James Durbin’s new release represents a clear departure from his image as the metal-loving singer who took American Idol by storm seven years ago. The album also strikes a different chord than the time he has spent with the hard rock group Quiet Riot, who made him their lead singer last year.
For Durbin’s mostly acoustic Homeland, which comes out Friday, Oct. 19, the Santa Cruz native laid down most of the instrumentation and all of the singing. Durbin, who recently moved with his family to Nashville, also wrote all of the songs except for the final track, a cover of “House of the Rising Sun.”
The first song is about learning to play guitar as a kid, the second is about your love for California and the third is about an awesome-sounding road trip. Were you feeling nostalgic at all when you wrote this album?
JAMES DURBIN: This is definitely the most nostalgic-feeling music I’ve written—not just lyrically and thematically, but the sounds I was going for, getting a few different violin players from Santa Cruz and Dale Ockerman on the keys. I wanted it to feel like you could put this on in the ’60s, ’70s, ’80s, or ’90s.
Another theme is travel. Did you work on it while you were on the road?
A lot of these songs were written in the back of a van or the back of a tour bus or airports during six-hour layovers. They were also written during our move from Santa Cruz, my hometown, to Nashville. The song “Resist” was written right there on West Cliff—the last song I wrote in Santa Cruz. There’s a lot on there about going somewhere, where I don’t know if it’s right, but it feels right. It’s all for the adventure.

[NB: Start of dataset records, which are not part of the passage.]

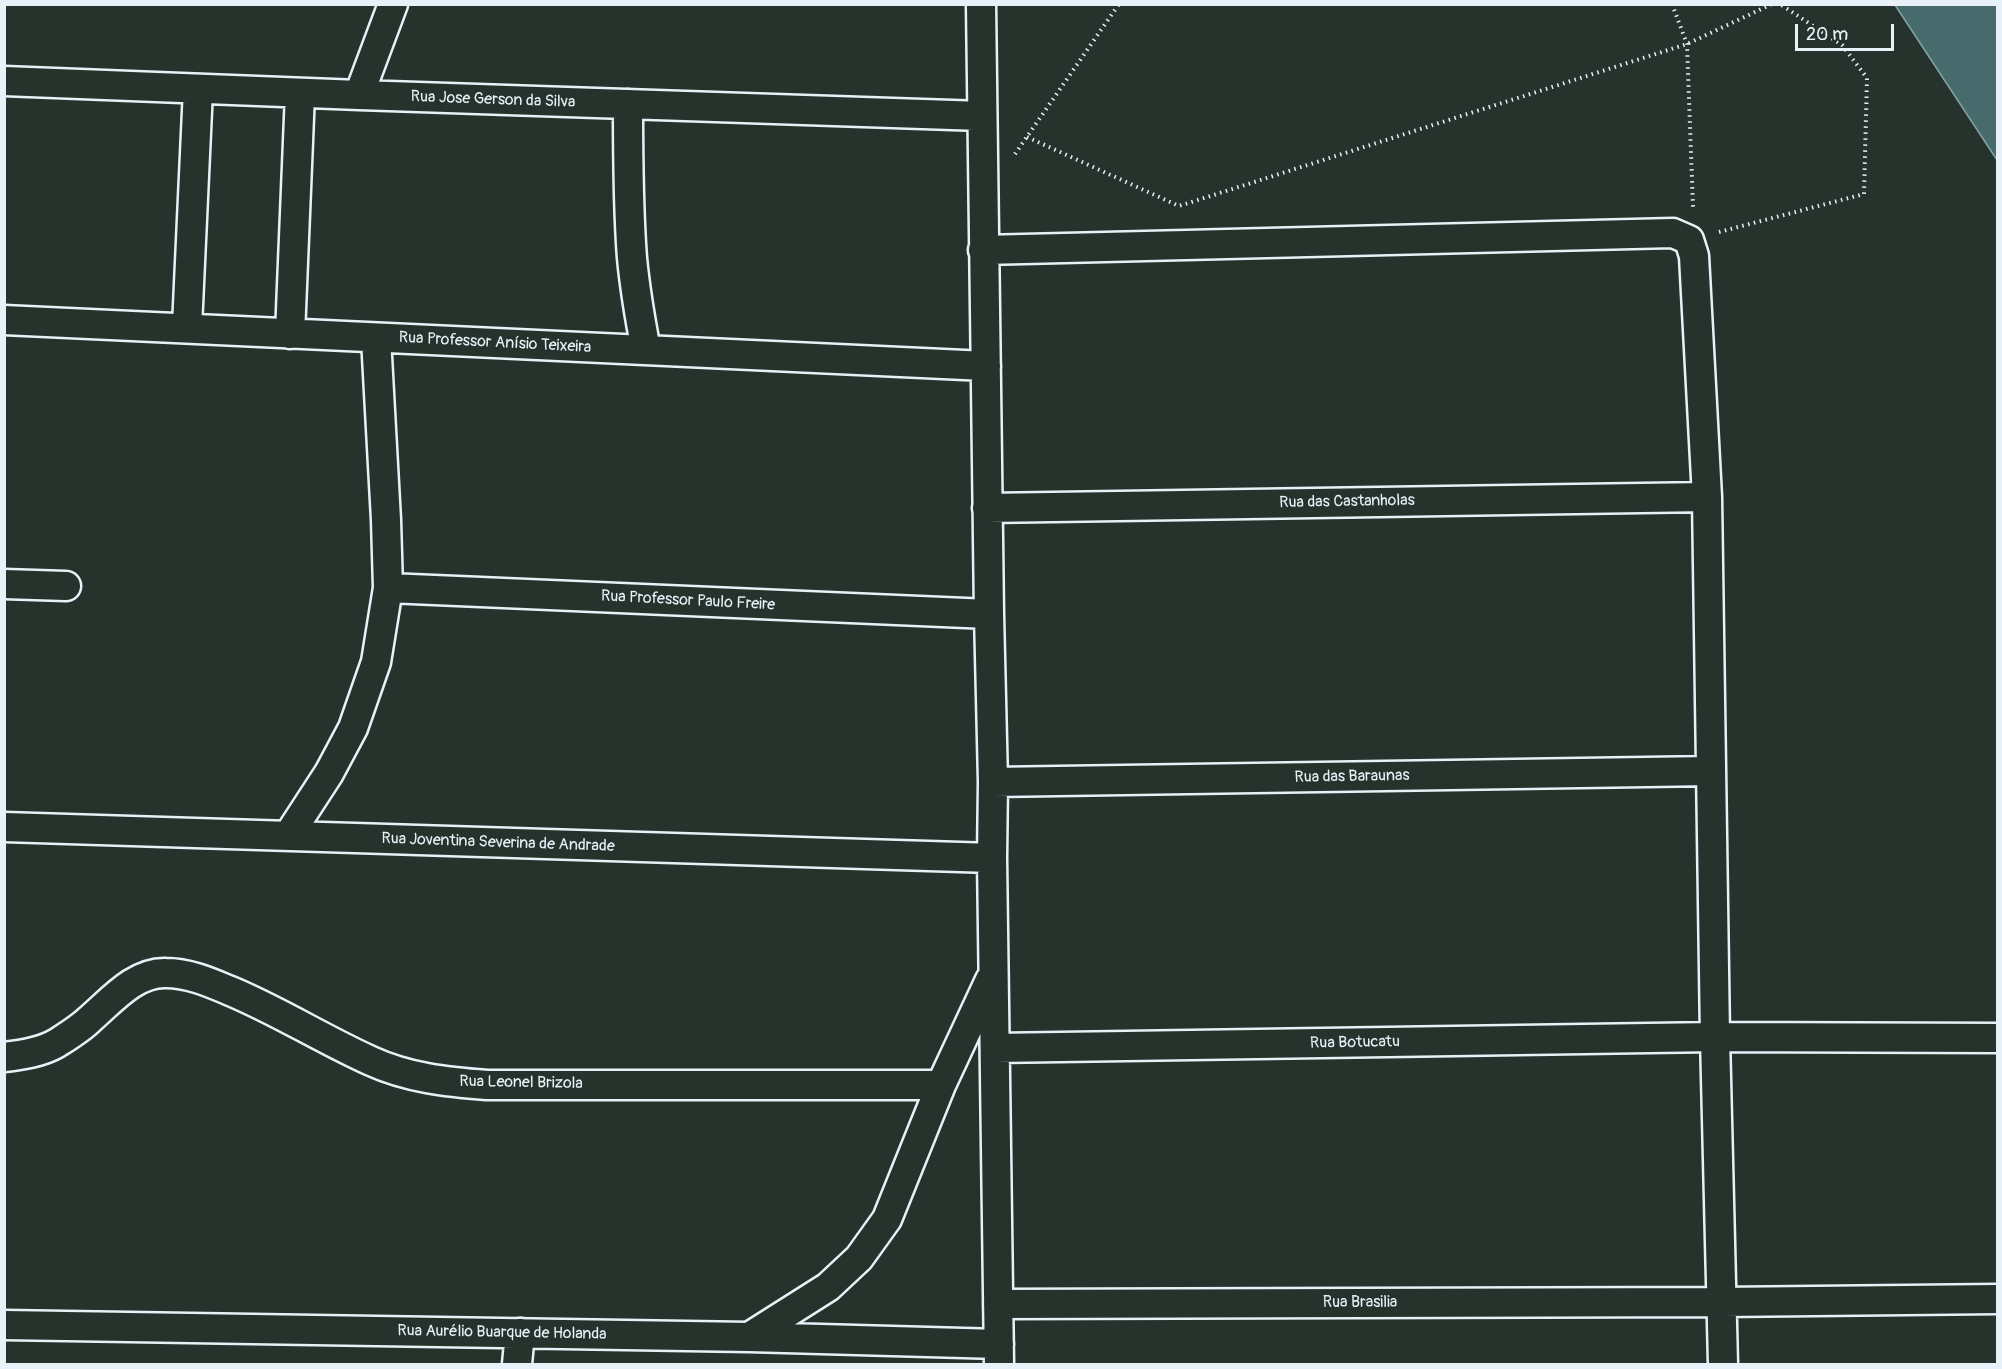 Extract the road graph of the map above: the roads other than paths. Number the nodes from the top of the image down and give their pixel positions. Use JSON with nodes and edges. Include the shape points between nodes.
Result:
{"nodes":[{"id":1,"x":393,"y":4,"type":"edge"},
{"id":2,"x":981,"y":4,"type":"edge"},
{"id":3,"x":4,"y":81,"type":"edge"},
{"id":4,"x":198,"y":89,"type":"junction"},
{"id":5,"x":300,"y":93,"type":"junction"},
{"id":6,"x":359,"y":95,"type":"junction"},
{"id":7,"x":628,"y":104,"type":"junction"},
{"id":8,"x":982,"y":116,"type":"junction"},
{"id":9,"x":983,"y":250,"type":"junction"},
{"id":10,"x":4,"y":320,"type":"edge"},
{"id":11,"x":187,"y":327,"type":"junction"},
{"id":12,"x":290,"y":334,"type":"junction"},
{"id":13,"x":376,"y":338,"type":"junction"},
{"id":14,"x":646,"y":350,"type":"junction"},
{"id":15,"x":986,"y":366,"type":"junction"},
{"id":16,"x":1707,"y":497,"type":"junction"},
{"id":17,"x":987,"y":508,"type":"junction"},
{"id":18,"x":4,"y":584,"type":"edge"},
{"id":19,"x":66,"y":586,"type":"dead end"},
{"id":20,"x":388,"y":588,"type":"junction"},
{"id":21,"x":989,"y":614,"type":"junction"},
{"id":22,"x":1711,"y":771,"type":"junction"},
{"id":23,"x":993,"y":782,"type":"junction"},
{"id":24,"x":4,"y":827,"type":"edge"},
{"id":25,"x":288,"y":836,"type":"junction"},
{"id":26,"x":992,"y":858,"type":"junction"},
{"id":27,"x":994,"y":973,"type":"junction"},
{"id":28,"x":1714,"y":1037,"type":"junction"},
{"id":29,"x":1998,"y":1038,"type":"edge"},
{"id":30,"x":995,"y":1048,"type":"junction"},
{"id":31,"x":4,"y":1057,"type":"edge"},
{"id":32,"x":941,"y":1085,"type":"junction"},
{"id":33,"x":1998,"y":1299,"type":"edge"},
{"id":34,"x":1722,"y":1302,"type":"junction"},
{"id":35,"x":998,"y":1304,"type":"junction"},
{"id":36,"x":4,"y":1325,"type":"edge"},
{"id":37,"x":520,"y":1333,"type":"junction"},
{"id":38,"x":749,"y":1337,"type":"junction"},
{"id":39,"x":999,"y":1354,"type":"edge"},
{"id":40,"x":517,"y":1365,"type":"edge"},
{"id":41,"x":1723,"y":1365,"type":"edge"}],
"edges":[{"from":1,"to":6,"type":"street"},
{"from":2,"to":8,"type":"street"},
{"from":3,"to":4,"type":"street","name":"Rua Jose Gerson da Silva"},
{"from":4,"to":5,"type":"street","name":"Rua Jose Gerson da Silva"},
{"from":4,"to":11,"type":"street"},
{"from":5,"to":6,"type":"street","name":"Rua Jose Gerson da Silva"},
{"from":5,"to":12,"type":"street"},
{"from":6,"to":7,"type":"street","name":"Rua Jose Gerson da Silva"},
{"from":7,"to":8,"type":"street","name":"Rua Jose Gerson da Silva"},
{"from":7,"to":14,"type":"street","via":[[632,259]]},
{"from":8,"to":9,"type":"street"},
{"from":9,"to":15,"type":"street"},
{"from":9,"to":16,"type":"street","via":[[1673,233],[1689,240],[1694,256]]},
{"from":10,"to":11,"type":"street","name":"Rua Professor Anísio Teixeira"},
{"from":11,"to":12,"type":"street","name":"Rua Professor Anísio Teixeira"},
{"from":12,"to":13,"type":"street","name":"Rua Professor Anísio Teixeira"},
{"from":13,"to":14,"type":"street","name":"Rua Professor Anísio Teixeira"},
{"from":13,"to":20,"type":"street"},
{"from":14,"to":15,"type":"street","name":"Rua Professor Anísio Teixeira"},
{"from":15,"to":17,"type":"street"},
{"from":16,"to":17,"type":"street","name":"Rua das Castanholas"},
{"from":16,"to":22,"type":"street"},
{"from":17,"to":21,"type":"street"},
{"from":18,"to":19,"type":"street"},
{"from":20,"to":21,"type":"street","name":"Rua Professor Paulo Freire"},
{"from":20,"to":25,"type":"street","via":[[376,662],[353,728]]},
{"from":21,"to":23,"type":"street"},
{"from":22,"to":23,"type":"street","name":"Rua das Baraunas"},
{"from":22,"to":28,"type":"street"},
{"from":23,"to":26,"type":"street"},
{"from":24,"to":25,"type":"street","name":"Rua Joventina Severina de Andrade"},
{"from":25,"to":26,"type":"street","name":"Rua Joventina Severina de Andrade"},
{"from":26,"to":27,"type":"street"},
{"from":27,"to":30,"type":"street"},
{"from":27,"to":32,"type":"street"},
{"from":28,"to":29,"type":"street","name":"Rua Botucatu"},
{"from":28,"to":30,"type":"street","name":"Rua Botucatu"},
{"from":28,"to":34,"type":"street"},
{"from":30,"to":35,"type":"street"},
{"from":31,"to":32,"type":"street","name":"Rua Leonel Brizola","via":[[56,1044],[119,992],[142,977],[166,972],[201,979],[259,1002],[372,1061],[441,1081],[487,1085]]},
{"from":32,"to":38,"type":"street","via":[[887,1219],[859,1258],[828,1287]]},
{"from":33,"to":34,"type":"street","name":"Rua Brasilia"},
{"from":34,"to":35,"type":"street","name":"Rua Brasilia"},
{"from":34,"to":41,"type":"street"},
{"from":35,"to":39,"type":"street"},
{"from":36,"to":37,"type":"street","name":"Rua Aurélio Buarque de Holanda"},
{"from":37,"to":38,"type":"street","name":"Rua Aurélio Buarque de Holanda"},
{"from":37,"to":40,"type":"street"},
{"from":38,"to":39,"type":"street","name":"Rua Aurélio Buarque de Holanda"}]}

Does Nashville still feel right?
Some days. It’s a daily, monthly back-and-forth kind of thing. We definitely miss our friends and family—the familiarity. But at the same time, it’s nice to see different things and have different experiences. Santa Cruz will be there when we get back. That’s what we have to remind ourselves. In our absence, nothing’s really gonna change. We go back, and everything feels the same way. Maybe we’ve changed from it. The beach’ll still be there.

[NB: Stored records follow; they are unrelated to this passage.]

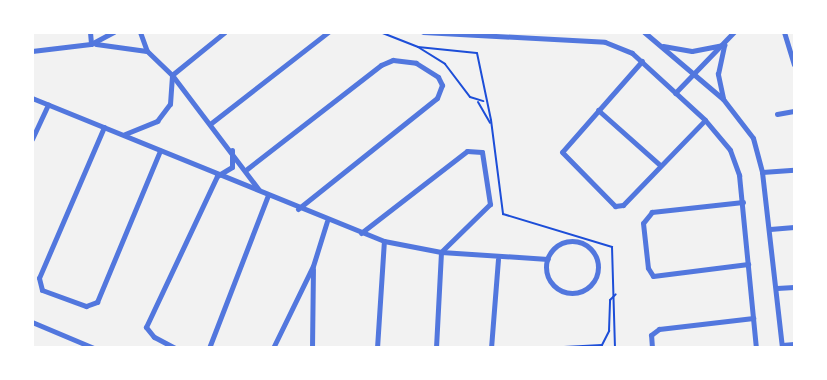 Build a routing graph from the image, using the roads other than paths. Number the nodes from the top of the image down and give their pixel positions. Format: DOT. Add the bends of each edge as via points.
graph roads {
  1 [pos="90,32"];
  2 [pos="114,32"];
  3 [pos="140,32"];
  4 [pos="225,32"];
  5 [pos="328,32"];
  6 [pos="423,32"];
  7 [pos="644,32"];
  8 [pos="784,32"];
  9 [pos="732,33"];
  10 [pos="91,44"];
  11 [pos="724,45"];
  12 [pos="661,46"];
  13 [pos="32,50"];
  14 [pos="147,51"];
  15 [pos="642,61"];
  16 [pos="794,64"];
  17 [pos="695,73"];
  18 [pos="172,75"];
  19 [pos="675,93"];
  20 [pos="32,98"];
  21 [pos="723,100"];
  22 [pos="48,104"];
  23 [pos="598,110"];
  24 [pos="794,111"];
  25 [pos="777,114"];
  26 [pos="705,120"];
  27 [pos="210,124"];
  28 [pos="104,127"];
  29 [pos="123,134"];
  30 [pos="32,139"];
  31 [pos="232,150"];
  32 [pos="160,151"];
  33 [pos="660,165"];
  34 [pos="247,169"];
  35 [pos="794,170"];
  36 [pos="762,172"];
  37 [pos="216,176"];
  38 [pos="259,190"];
  39 [pos="268,195"];
  40 [pos="743,202"];
  41 [pos="298,208"];
  42 [pos="327,221"];
  43 [pos="794,227"];
  44 [pos="770,229"];
  45 [pos="362,233"];
  46 [pos="384,241"];
  47 [pos="441,252"];
  48 [pos="498,258"];
  49 [pos="548,259"];
  50 [pos="748,264"];
  51 [pos="313,266"];
  52 [pos="794,287"];
  53 [pos="777,288"];
  54 [pos="753,318"];
  55 [pos="32,322"];
  56 [pos="794,344"];
  57 [pos="782,346"];
  58 [pos="94,348"];
  59 [pos="175,348"];
  60 [pos="209,348"];
  61 [pos="273,348"];
  62 [pos="312,348"];
  63 [pos="377,348"];
  64 [pos="436,348"];
  65 [pos="491,348"];
  66 [pos="652,348"];
  67 [pos="756,348"];
  1 -- 10 [label="street"];
  2 -- 10 [label="street"];
  3 -- 14 [label="street"];
  4 -- 18 [label="street"];
  5 -- 27 [label="street"];
  6 -- 15 [label="street" via="586,39 618,47"];
  7 -- 12 [label="street"];
  8 -- 16 [label="street"];
  9 -- 11 [label="street"];
  10 -- 13 [label="street"];
  10 -- 14 [label="street"];
  11 -- 12 [label="street" via="692,51"];
  11 -- 17 [label="street"];
  11 -- 21 [label="street" via="718,74"];
  12 -- 17 [label="street"];
  14 -- 18 [label="street"];
  15 -- 19 [label="street"];
  15 -- 23 [label="street"];
  17 -- 19 [label="street"];
  17 -- 21 [label="street"];
  18 -- 27 [label="street"];
  18 -- 29 [label="street" via="172,97 162,116 145,130"];
  19 -- 26 [label="street"];
  20 -- 22 [label="street"];
  21 -- 36 [label="street" via="753,138"];
  22 -- 28 [label="street"];
  22 -- 30 [label="street"];
  23 -- 33 [label="street"];
  23 -- 33 [label="street" via="562,152 615,206 623,205"];
  24 -- 25 [label="street"];
  26 -- 33 [label="street"];
  26 -- 40 [label="street" via="735,161"];
  27 -- 31 [label="street"];
  28 -- 29 [label="street"];
  28 -- 32 [label="street" via="39,285 92,306"];
  29 -- 32 [label="street"];
  31 -- 34 [label="street"];
  31 -- 37 [label="street" via="232,168"];
  32 -- 37 [label="street"];
  34 -- 38 [label="street"];
  34 -- 41 [label="street" via="381,65 393,60 416,63 438,77 442,86 437,98"];
  35 -- 36 [label="street"];
  36 -- 44 [label="street"];
  37 -- 38 [label="street"];
  37 -- 59 [label="street" via="146,327 154,337"];
  38 -- 39 [label="street"];
  39 -- 41 [label="street"];
  39 -- 60 [label="street"];
  40 -- 50 [label="street"];
  40 -- 50 [label="street" via="652,212 644,218 644,232 648,268 653,276"];
  41 -- 42 [label="street"];
  42 -- 45 [label="street"];
  42 -- 51 [label="street"];
  43 -- 44 [label="street"];
  44 -- 53 [label="street"];
  45 -- 46 [label="street"];
  45 -- 47 [label="street" via="467,151 477,149 485,156 490,204"];
  46 -- 47 [label="street"];
  46 -- 63 [label="street"];
  47 -- 48 [label="street"];
  47 -- 64 [label="street"];
  48 -- 49 [label="street"];
  48 -- 65 [label="street"];
  49 -- 49 [label="street" via="553,284 569,293 588,288 598,272 594,253 578,242 560,244"];
  50 -- 54 [label="street"];
  51 -- 61 [label="street"];
  51 -- 62 [label="street"];
  52 -- 53 [label="street"];
  53 -- 57 [label="street"];
  54 -- 66 [label="street" via="659,329 651,334"];
  54 -- 67 [label="street"];
  55 -- 58 [label="street"];
  56 -- 57 [label="street"];
}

Lots of country vibes on the album. Did those bring you to Nashville, or did Nashville bring them out of you?
It’s a coincidence. I was going for more of an Eagles, John Mellencamp, stripped-down sound—the Eagles if it was just one guy. I was listening to a lot of Chris Stapleton, Eric Church, John Mayer’s Born and Raised album, Arctic Monkeys’ “A.M.,” the Good Luck Thrift Store Outfit. I just wanted to record within my means, and I love playing acoustic guitar.

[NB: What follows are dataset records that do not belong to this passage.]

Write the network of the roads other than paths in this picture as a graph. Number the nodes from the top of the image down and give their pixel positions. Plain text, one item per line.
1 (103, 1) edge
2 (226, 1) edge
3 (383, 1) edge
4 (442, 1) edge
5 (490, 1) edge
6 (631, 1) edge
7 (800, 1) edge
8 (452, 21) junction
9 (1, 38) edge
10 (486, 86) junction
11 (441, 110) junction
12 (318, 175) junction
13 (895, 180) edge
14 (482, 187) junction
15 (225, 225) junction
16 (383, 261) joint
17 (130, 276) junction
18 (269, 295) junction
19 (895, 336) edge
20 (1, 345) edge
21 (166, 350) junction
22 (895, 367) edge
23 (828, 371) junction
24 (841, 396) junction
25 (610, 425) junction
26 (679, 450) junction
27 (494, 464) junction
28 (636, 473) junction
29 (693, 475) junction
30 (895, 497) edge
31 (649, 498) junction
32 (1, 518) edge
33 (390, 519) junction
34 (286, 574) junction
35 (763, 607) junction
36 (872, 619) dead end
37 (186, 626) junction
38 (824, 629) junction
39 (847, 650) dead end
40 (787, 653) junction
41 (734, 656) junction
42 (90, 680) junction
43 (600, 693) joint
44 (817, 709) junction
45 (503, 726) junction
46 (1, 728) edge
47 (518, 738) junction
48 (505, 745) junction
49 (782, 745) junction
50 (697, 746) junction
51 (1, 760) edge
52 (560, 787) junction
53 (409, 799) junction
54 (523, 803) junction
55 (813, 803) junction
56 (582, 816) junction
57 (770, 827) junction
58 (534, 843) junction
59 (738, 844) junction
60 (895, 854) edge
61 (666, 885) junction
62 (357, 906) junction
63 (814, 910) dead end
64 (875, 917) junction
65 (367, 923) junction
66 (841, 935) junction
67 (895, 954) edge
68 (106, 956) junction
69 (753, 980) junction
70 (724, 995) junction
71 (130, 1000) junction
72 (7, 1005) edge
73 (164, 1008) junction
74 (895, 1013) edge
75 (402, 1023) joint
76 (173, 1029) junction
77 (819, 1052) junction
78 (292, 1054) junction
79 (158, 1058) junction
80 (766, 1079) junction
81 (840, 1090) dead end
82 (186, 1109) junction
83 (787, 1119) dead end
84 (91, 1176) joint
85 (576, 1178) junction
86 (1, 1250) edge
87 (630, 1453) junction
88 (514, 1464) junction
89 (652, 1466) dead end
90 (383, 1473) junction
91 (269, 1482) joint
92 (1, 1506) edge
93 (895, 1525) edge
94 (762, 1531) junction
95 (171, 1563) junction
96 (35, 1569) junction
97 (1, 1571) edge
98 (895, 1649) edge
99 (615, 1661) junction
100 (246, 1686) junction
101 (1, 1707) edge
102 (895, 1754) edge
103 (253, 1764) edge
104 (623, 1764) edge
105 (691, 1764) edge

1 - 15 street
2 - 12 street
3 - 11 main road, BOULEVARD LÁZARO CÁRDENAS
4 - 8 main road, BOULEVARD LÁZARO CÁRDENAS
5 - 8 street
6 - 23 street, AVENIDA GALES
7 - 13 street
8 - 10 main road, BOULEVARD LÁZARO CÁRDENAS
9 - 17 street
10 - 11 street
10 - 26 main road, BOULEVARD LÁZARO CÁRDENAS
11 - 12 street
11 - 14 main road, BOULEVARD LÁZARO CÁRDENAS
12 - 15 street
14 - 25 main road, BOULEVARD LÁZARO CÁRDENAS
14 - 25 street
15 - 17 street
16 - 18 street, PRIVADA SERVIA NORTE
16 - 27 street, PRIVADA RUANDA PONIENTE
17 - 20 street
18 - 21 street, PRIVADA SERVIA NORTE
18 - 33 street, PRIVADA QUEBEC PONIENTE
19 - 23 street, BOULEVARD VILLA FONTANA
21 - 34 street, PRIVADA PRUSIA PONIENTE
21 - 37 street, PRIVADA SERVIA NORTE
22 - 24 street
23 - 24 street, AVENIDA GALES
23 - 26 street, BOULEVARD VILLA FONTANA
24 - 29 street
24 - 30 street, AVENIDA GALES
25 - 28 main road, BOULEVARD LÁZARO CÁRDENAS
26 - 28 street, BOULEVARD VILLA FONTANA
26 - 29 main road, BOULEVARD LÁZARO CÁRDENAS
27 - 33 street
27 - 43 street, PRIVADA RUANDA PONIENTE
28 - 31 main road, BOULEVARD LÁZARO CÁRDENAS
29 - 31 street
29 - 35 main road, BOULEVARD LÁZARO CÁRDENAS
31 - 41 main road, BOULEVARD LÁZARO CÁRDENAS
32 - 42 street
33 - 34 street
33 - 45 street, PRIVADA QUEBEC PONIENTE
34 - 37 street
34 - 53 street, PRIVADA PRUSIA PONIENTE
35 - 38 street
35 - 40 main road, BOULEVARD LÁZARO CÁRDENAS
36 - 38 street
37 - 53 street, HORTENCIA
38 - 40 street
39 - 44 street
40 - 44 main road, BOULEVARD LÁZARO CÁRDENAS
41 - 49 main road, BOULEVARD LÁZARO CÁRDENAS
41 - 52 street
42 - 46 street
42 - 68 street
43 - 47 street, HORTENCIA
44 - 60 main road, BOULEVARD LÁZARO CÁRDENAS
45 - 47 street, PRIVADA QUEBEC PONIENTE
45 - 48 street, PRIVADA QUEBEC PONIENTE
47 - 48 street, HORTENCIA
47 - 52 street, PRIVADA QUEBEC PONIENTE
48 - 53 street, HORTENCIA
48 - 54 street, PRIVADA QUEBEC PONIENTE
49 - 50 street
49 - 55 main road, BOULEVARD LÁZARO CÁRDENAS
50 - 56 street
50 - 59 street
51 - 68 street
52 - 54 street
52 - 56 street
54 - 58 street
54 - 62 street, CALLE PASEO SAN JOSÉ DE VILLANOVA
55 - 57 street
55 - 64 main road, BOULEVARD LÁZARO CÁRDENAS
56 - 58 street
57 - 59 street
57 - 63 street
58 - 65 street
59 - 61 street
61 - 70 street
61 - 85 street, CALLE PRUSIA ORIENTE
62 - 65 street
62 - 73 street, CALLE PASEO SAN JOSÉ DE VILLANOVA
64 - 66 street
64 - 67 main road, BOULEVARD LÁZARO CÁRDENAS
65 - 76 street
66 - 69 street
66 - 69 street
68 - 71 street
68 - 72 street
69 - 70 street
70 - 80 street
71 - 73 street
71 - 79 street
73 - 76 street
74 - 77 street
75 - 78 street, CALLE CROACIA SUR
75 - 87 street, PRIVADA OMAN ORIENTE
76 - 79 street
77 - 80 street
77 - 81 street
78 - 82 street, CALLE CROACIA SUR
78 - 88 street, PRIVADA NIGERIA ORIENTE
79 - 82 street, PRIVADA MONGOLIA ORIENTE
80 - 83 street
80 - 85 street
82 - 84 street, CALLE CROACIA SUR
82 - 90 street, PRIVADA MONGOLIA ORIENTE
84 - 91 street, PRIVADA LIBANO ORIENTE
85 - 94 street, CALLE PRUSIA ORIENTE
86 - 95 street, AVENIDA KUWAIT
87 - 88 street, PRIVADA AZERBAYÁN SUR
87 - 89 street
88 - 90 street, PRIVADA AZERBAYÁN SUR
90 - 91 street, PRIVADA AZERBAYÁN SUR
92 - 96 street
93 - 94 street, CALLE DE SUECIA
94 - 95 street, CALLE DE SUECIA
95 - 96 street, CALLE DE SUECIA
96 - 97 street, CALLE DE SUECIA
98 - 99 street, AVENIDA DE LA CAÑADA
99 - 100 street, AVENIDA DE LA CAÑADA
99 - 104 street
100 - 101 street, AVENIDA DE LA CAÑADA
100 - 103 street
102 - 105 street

Do you ever wonder what people who used to bully you think when they see you now?
I don’t really care. I never stop to think about what they would think, because I never did it because of them or in spite of them. They were just another obstacle. I try not to hold grudges, because I’ve met people from those days that changed. Most kids are dicks. That’s your free pass. Some people took it a little far, but I’m all for forgiveness—and I wasn’t the best kid, either. If I could meet myself as a kid, I’d have some choice words for myself, as well as those other guys. It made me who I am today. I hope everyone’s found success and that everyone can be happy. Everyone’s worth a beer and a pat on the back.
You’re a wrestling fan. WWE comes to you and asks if you have an idea for a new wrestling star played by you. What do you say?
There’s a wrestler named Darren Corbin, and online people have mistaken old pictures of me from Wrestlemania for him with his hair bleached. We ran into each other at Dallas/Fort Worth Airport, and we were basically wearing the same thing. We took a selfie. It was creepy. My wife was like, ‘He looks like your brother.’ I don’t have a brother. So we would definitely have a tag team, Durbin and Corbin.